Well, Mine just came in! 1st impression is very good! Very clear and quality is high. Thanks for the recomendation.

frisco





BIGIRON said:


> http://www.sierratradingpost.com/p/,83680_Minox-MD-E-Monocular-6x16.html
> 
> 
> This is very nice and easy to focus with one hand. Traditionl designs require both hands. Mine is very sharp and bright.
> ...


----------



## bubbacatfish (Oct 6, 2007)

BIGIRON said:


> http://www.sierratradingpost.com/p/,83680_Minox-MD-E-Monocular-6x16.html
> 
> 
> This is very nice and easy to focus with one hand. Traditionl designs require both hands. Mine is very sharp and bright.
> ...


 

GEEZ-Louise!! That's an amazing price! Heck I was willing to pay more than that for a used one a few months ago. Nice find BIGIRON.


----------



## LowBat (Oct 6, 2007)

I have this Brunton monocular and it packs well.

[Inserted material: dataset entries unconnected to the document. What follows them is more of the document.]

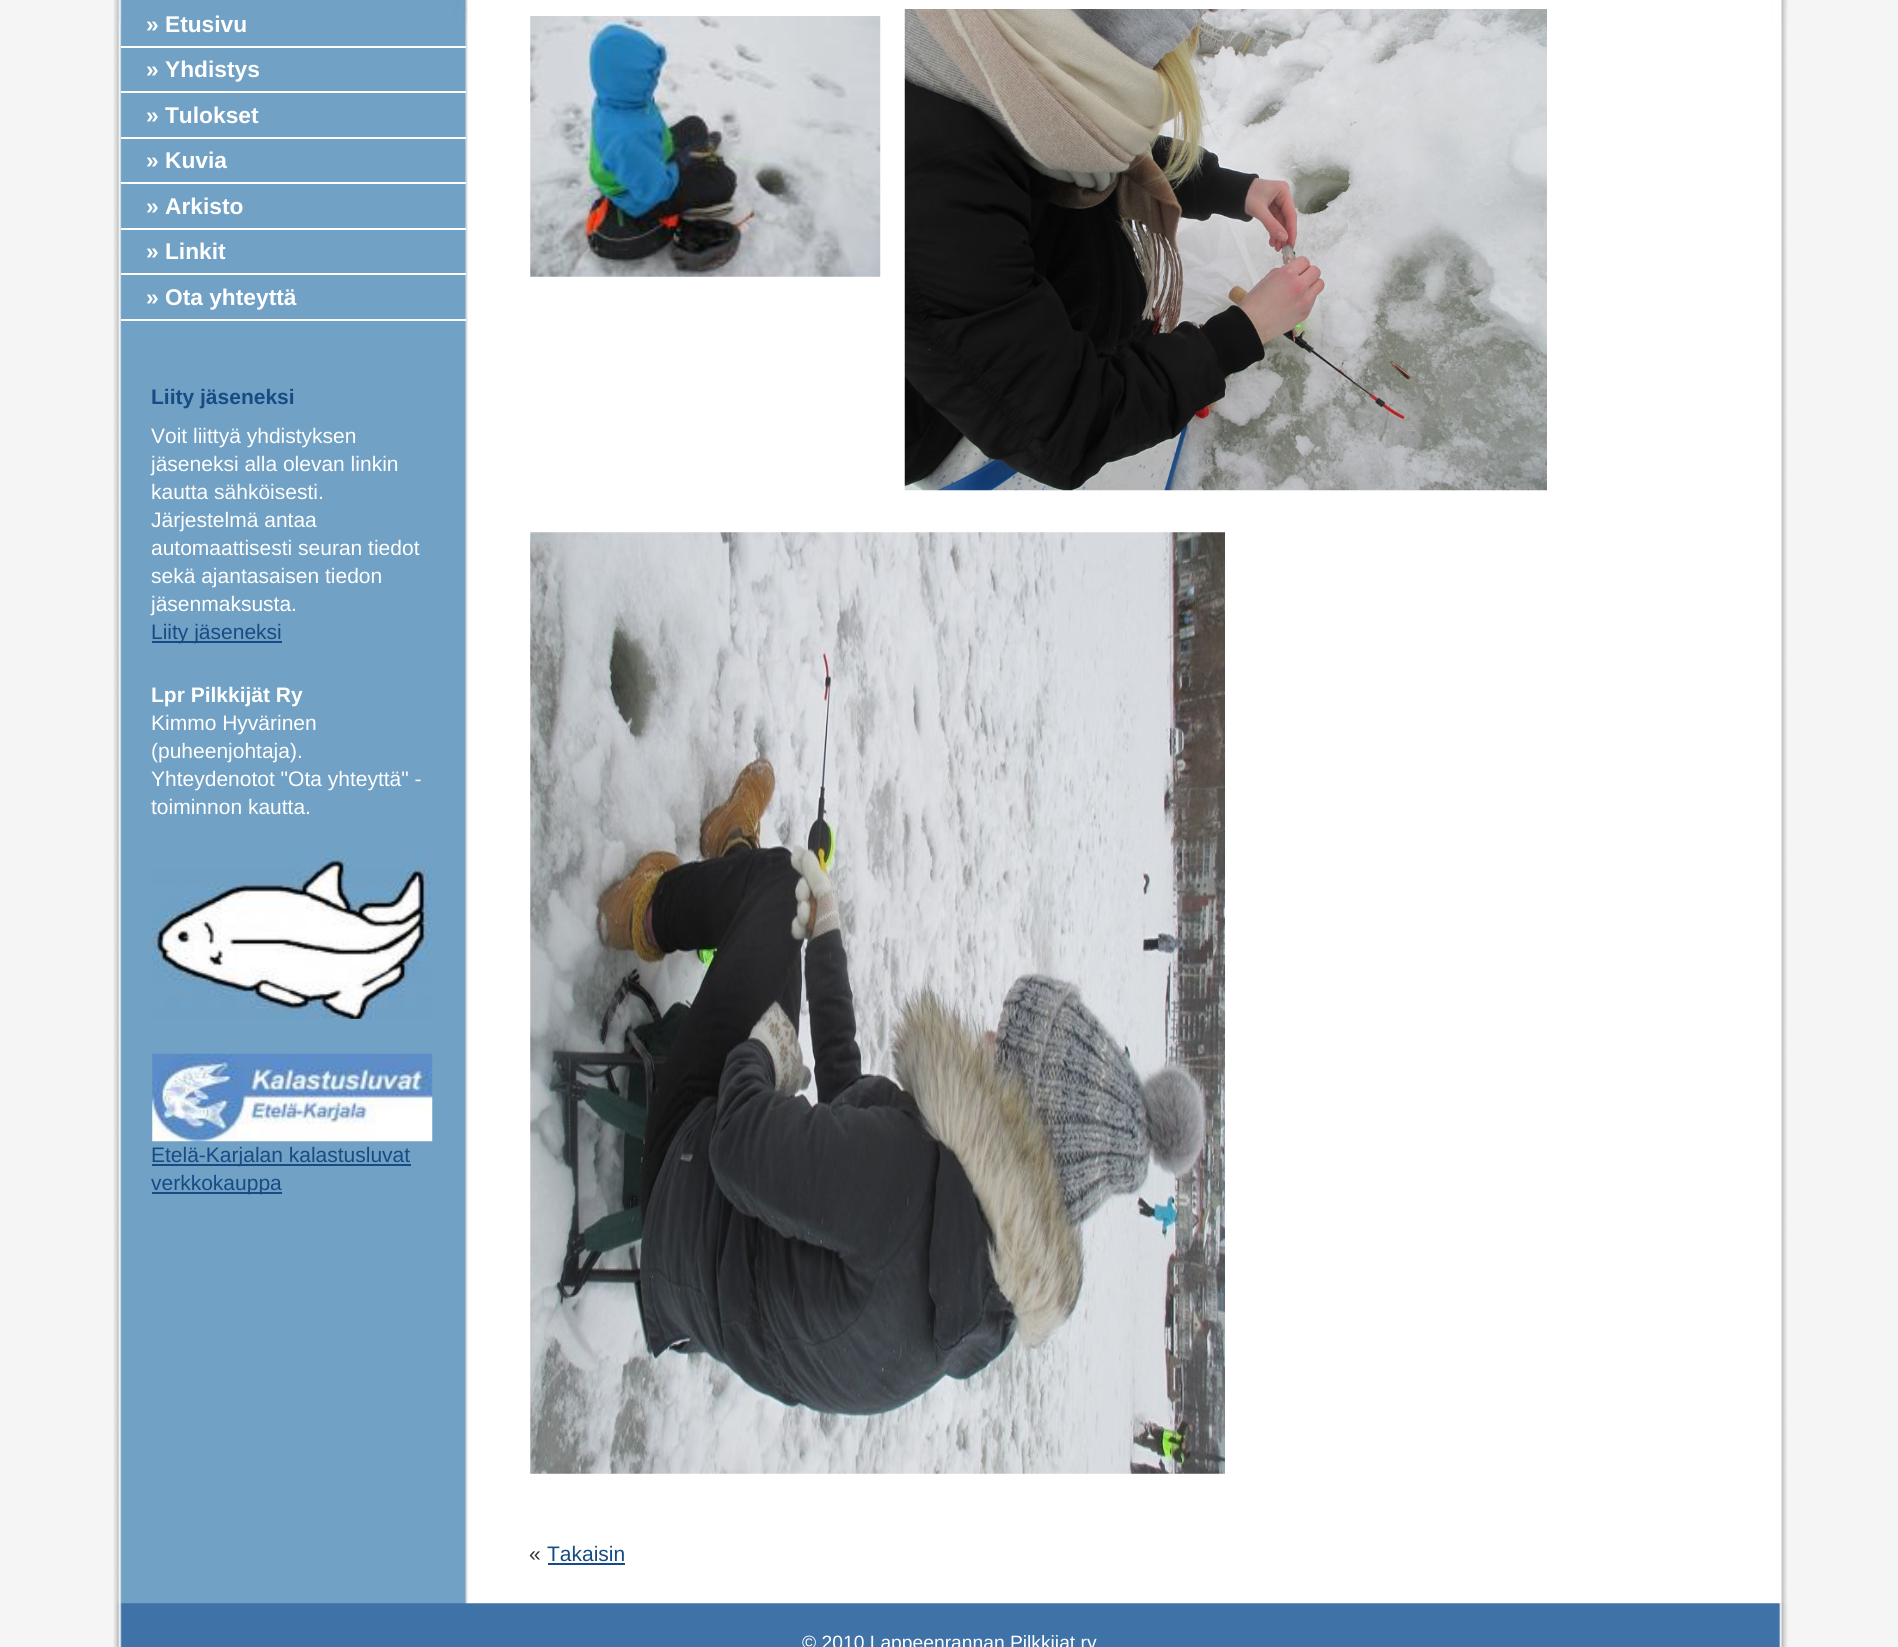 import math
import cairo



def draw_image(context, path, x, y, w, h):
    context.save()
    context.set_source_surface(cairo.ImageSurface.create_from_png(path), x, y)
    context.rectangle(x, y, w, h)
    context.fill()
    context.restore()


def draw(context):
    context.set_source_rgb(245 / 255, 245 / 255, 245 / 255)
    context.paint()
    draw_image(context, "images/1.png", 113, 0, 1674, 1647)
    draw_image(context, "images/2.png", 118, 0, 1670, 23)
    context.set_source_rgb(1, 1, 1)
    context.rectangle(121, 46, 345, 2)
    context.fill()
    context.rectangle(121, 91, 345, 2)
    context.fill()
    context.rectangle(121, 137, 345, 2)
    context.fill()
    context.rectangle(121, 182, 345, 2)
    context.fill()
    context.rectangle(121, 228, 345, 2)
    context.fill()
    context.rectangle(121, 273, 345, 2)
    context.fill()
    context.rectangle(121, 319, 345, 2)
    context.fill()
    context.set_source_rgb(22 / 255, 75 / 255, 132 / 255)
    context.rectangle(152, 641, 130, 2)
    context.fill()
    draw_image(context, "images/3.png", 152, 856, 281, 163)
    draw_image(context, "images/4.png", 152, 1053, 281, 89)
    context.rectangle(152, 1164, 259, 2)
    context.fill()
    context.rectangle(152, 1192, 130, 2)
    context.fill()
    draw_image(context, "images/5.png", 530, 16, 351, 261)
    draw_image(context, "images/6.png", 904, 9, 643, 482)
    draw_image(context, "images/7.png", 530, 532, 695, 942)
    context.rectangle(548, 1563, 77, 2)
    context.fill()
    draw_image(context, "images/8.png", 116, 1603, 1672, 44)
    context.select_font_face("Liberation Sans", cairo.FontSlant.NORMAL, cairo.FontWeight.BOLD)
    context.set_font_size(22.75)
    context.set_source_rgb(1, 1, 1)
    context.move_to(146, 32)
    context.show_text("» Etusivu")
    context.move_to(146, 77)
    context.show_text("» Yhdistys")
    context.move_to(146, 123)
    context.show_text("» Tulokset")
    context.move_to(146, 168)
    context.show_text("» Kuvia")
    context.move_to(146, 214)
    context.show_text("» Arkisto")
    context.move_to(146, 259)
    context.show_text("» Linkit")
    context.move_to(146, 305)
    context.show_text("» Ota yhteyttä")
    context.set_font_size(21)
    context.set_source_rgb(22 / 255, 75 / 255, 132 / 255)
    context.move_to(151, 404)
    context.show_text("Liity jäseneksi")
    context.select_font_face("Liberation Sans")
    context.set_source_rgb(1, 1, 1)
    context.move_to(151, 443)
    context.show_text("Voit liittyä yhdistyksen")
    context.move_to(151, 471)
    context.show_text("jäseneksi alla olevan linkin")
    context.move_to(151, 499)
    context.show_text("kautta sähköisesti.")
    context.move_to(151, 527)
    context.show_text("Järjestelmä antaa")
    context.move_to(151, 555)
    context.show_text("automaattisesti seuran tiedot")
    context.move_to(151, 583)
    context.show_text("sekä ajantasaisen tiedon")
    context.move_to(151, 611)
    context.show_text("jäsenmaksusta.")
    context.set_source_rgb(22 / 255, 75 / 255, 132 / 255)
    context.move_to(151, 639)
    context.show_text("Liity jäseneksi")
    context.select_font_face("Liberation Sans", cairo.FontSlant.NORMAL, cairo.FontWeight.BOLD)
    context.set_source_rgb(1, 1, 1)
    context.move_to(151, 702)
    context.show_text("Lpr Pilkkijät Ry")
    context.select_font_face("Liberation Sans")
    context.move_to(151, 730)
    context.show_text("Kimmo Hyvärinen")
    context.move_to(151, 758)
    context.show_text("(puheenjohtaja).")
    context.move_to(151, 786)
    context.show_text("Yhteydenotot \"Ota yhteyttä\" -")
    context.move_to(151, 814)
    context.show_text("toiminnon kautta.")
    context.set_source_rgb(22 / 255, 75 / 255, 132 / 255)
    context.move_to(151, 1162)
    context.show_text("Etelä-Karjalan kalastusluvat")
    context.move_to(151, 1190)
    context.show_text("verkkokauppa")
    context.set_source_rgb(51 / 255, 51 / 255, 51 / 255)
    context.move_to(529, 1561)
    context.show_text("«")
    context.set_source_rgb(22 / 255, 75 / 255, 132 / 255)
    context.move_to(547, 1561)
    context.show_text("Takaisin")
    context.set_font_size(19.25)
    context.set_source_rgb(1, 1, 1)
    context.move_to(802, 1649)
    context.show_text("© 2010 Lappeenrannan Pilkkijat ry")


surface = cairo.ImageSurface(cairo.Format.RGB24, 1898, 1647)
context = cairo.Context(surface)
options = cairo.FontOptions()
options.set_hint_metrics(cairo.HintMetrics.OFF)
options.set_hint_style(cairo.HintStyle.NONE)
context.set_font_options(options)
context.set_miter_limit(4)
draw(context)
surface.write_to_png("out.png")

https://edcdepot.com/merchantmanage...id=170&mmsid=9f30c761fcb5d6d67380f7e818d024a2


I'm also waiting for a 7~14x25 zoom monocular from DealExtreme for $16. I'd post a link but their website is currently down.


----------



## Sigman (Oct 6, 2007)

What I like about the Brunton is it's 13" near focus!! Check a flower or bug out with that & then use it as a regular monocular as well! NICE for closeups!!


----------



## BIGIRON (Oct 6, 2007)

Not sure, but I think there's a couple of different variations of the Minox monocular. They may well be more expensive.


----------



## BobVA (Oct 6, 2007)

The Minox fits very nicely in an old ARC LS pouch, if you've got one of those laying around somewhere.

Regards,
Bob


----------



## frisco (Oct 8, 2007)

Took my BigIron Minox Monocular to the Golden Gate Bridge today to watch the Blue Angels. Pretty nice! I adapted to it pretty fast. Looked at a few planes.......... Than found the Minox Monocular likes to be used to look at cute woman! Not my fault..... I think they have a babe sensor in them!

frisco


----------



## bxstylez (Oct 9, 2007)

dammit...... ya just made me order:

Brunton Echo 7x18 Pocket Scope - *$19.50*
http://www.amazon.com/dp/B000FKMTBS/?tag=cpf0b6-20


----------



## Lit Up (Dec 24, 2007)

I have this one.
http://www.amazon.com/dp/B000BY66I0/?tag=cpf0b6-20

I prefer a monocular over binos; they just really pack handily.


----------



## Bullzeyebill (Dec 24, 2007)

Good clear optics are important for my older eyes to reduce eye strain. Does the Minox fall into this catagory? Also, will these work well wearing glasses?

Bill


----------



## BobbyRS (Jan 17, 2008)

I like the one from Countycomm (less then $10):
http://www.countycomm.com/optics.htm

I alo like the Minox MD-E Monocular at that price. Too bad it is sold out.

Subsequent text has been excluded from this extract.